LOUISVILLE, Ky. — As the temperature rises, more and more people are putting on swimsuits and heading to the pool. But while summer means more fun in the sun, it can also be one of the most dangerous times of the year for children.
About 10 people die from unintentional drowning every day, according to data from the Centers for Disease Control and Prevention. One in five people who die from drowning are children aged 14 or younger, and for every child who dies there are another five who receive emergency care for nonfatal drowning injuries.
A Louisville toddler was taken to the hospital in critical condition Sunday after being rescued from a residential pool. Louisville police said officers found a family member performing CPR on a two-year-old who was pulled from a pool in southwest Jefferson County. The child, officials said, was resuscitated.
"Unfortunately, it's just that time of year where it's going to happen, but it is easily preventable," said Jordan Yuodis, spokesperson for Jefferson County Fire.
Drowning ranks fifth among the leading causes of unintentional injury death in the U.S., and Yudois said it can happen anywhere.
"We've seen the small little blow up pools that people have in their backyard, to pools...to rivers or lakes," Yuodis said. "You can drown anywhere."
Amy Albiero, owner of Safesplash Swim School, spends her time teaching people as young as six months how to swim. She is an advocate for swimming lessons for all ages, saying it is a life skill that should be mandatory.
"Swimming is the only sport that can save your life," Albiero said. "We know that being involved in swimming lessons reduces your risk of drowning by 88% percent that is a huge percentage."
Albiero said parents can get distracted, saying the biggest precaution parents can take to prevent their child from drowning is supervising their child in or near the pool.
"When most kids drown, they weren't expected to be in a pool or near a pool," Yuodis said. "A lot of the times, you have it where it happens on a day like today, and somebody takes their eyes off the pool for a second and it's all it takes."
Albiero also said floatation devices should be used, and pinpointed one part of the pool parents should monitor.

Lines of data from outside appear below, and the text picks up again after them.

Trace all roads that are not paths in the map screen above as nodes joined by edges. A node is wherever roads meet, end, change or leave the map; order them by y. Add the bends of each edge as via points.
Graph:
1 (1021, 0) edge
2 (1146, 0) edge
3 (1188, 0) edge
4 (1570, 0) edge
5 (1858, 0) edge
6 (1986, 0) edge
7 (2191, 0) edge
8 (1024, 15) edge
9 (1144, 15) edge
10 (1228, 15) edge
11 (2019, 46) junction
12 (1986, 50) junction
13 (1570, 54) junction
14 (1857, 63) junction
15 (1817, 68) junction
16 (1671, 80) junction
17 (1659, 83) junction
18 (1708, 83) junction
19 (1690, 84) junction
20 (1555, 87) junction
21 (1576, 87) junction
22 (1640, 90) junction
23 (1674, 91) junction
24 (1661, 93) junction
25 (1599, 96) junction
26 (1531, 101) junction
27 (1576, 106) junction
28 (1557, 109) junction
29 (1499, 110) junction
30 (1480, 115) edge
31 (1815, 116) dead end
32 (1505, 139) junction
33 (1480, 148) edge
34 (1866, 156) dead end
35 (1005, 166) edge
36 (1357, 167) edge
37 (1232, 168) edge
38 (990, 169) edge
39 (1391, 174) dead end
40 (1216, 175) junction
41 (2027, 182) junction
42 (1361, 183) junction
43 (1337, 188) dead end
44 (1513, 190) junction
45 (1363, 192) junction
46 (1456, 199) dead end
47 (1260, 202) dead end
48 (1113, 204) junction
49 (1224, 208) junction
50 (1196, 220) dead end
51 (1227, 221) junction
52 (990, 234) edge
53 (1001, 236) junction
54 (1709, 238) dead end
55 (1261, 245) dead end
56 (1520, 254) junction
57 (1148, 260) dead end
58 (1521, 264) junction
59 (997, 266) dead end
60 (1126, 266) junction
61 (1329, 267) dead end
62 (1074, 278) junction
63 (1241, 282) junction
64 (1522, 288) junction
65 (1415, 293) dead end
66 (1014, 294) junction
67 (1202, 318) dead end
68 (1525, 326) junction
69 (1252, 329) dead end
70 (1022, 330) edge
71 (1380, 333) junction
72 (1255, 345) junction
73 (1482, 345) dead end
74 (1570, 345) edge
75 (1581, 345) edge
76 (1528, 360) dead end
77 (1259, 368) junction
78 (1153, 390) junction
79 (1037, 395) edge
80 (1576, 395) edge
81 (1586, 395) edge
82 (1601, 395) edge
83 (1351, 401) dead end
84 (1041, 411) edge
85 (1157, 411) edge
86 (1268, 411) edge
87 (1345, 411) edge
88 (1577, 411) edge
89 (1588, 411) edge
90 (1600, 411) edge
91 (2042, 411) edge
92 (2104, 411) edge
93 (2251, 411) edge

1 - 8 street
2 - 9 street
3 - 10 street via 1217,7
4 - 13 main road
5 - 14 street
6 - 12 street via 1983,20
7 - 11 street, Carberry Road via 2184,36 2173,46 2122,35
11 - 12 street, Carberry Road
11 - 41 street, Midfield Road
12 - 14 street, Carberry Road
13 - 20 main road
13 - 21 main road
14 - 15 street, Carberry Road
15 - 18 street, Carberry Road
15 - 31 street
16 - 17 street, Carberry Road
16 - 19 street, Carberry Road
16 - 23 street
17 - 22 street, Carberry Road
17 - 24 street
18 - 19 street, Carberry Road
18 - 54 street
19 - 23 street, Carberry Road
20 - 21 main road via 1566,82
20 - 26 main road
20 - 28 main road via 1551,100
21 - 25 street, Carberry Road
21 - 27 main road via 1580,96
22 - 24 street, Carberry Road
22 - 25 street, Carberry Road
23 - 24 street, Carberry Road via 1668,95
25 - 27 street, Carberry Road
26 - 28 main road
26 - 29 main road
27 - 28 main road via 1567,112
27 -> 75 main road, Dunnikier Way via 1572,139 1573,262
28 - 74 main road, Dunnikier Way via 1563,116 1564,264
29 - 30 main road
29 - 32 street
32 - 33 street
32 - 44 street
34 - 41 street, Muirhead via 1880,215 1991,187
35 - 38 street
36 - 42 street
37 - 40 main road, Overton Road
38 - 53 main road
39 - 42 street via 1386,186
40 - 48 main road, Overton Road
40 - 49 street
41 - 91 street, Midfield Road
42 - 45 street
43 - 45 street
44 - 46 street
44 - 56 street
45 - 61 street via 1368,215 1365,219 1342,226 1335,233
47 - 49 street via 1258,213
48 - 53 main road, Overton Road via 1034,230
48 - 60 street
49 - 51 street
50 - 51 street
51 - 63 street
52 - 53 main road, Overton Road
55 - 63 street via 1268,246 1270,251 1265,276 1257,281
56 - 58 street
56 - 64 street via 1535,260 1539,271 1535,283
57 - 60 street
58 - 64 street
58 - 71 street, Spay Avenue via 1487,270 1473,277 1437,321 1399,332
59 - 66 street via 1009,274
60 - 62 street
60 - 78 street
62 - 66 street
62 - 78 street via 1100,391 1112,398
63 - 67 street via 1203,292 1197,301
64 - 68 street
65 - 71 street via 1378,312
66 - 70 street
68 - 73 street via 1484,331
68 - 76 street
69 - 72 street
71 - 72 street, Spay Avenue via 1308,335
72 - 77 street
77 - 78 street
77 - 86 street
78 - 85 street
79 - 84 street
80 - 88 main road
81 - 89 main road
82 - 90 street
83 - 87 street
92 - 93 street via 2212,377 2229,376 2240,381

"In a pool that has steps, that step down into the pool, that can be your most dangerous because that is where a young person can step down," Albiero said. "If they step one step that brings them under, that is going to be a silent submersion, there isn't going to be thrashing or yelling."
Louisville council member Donna Purvis (D-5) recently teamed up with YMCA instructors to pilot a program that gives free swimming lessons to kids in her district as public pools opened over Memorial Day weekend. The lessons required parents to have some sort of role in the lessons.
"In the urban community, there are serious statistics about urban kids drowning," said Denise Bentley, the district's legislative assistant. "Most of which is because they do not have access to swimming lessons, they don't have access to swimming pools. And so we want to lower that statistic if not erase that statistic."
Yuodis said everyone is encouraged to be CPR-certified if there is a drowning.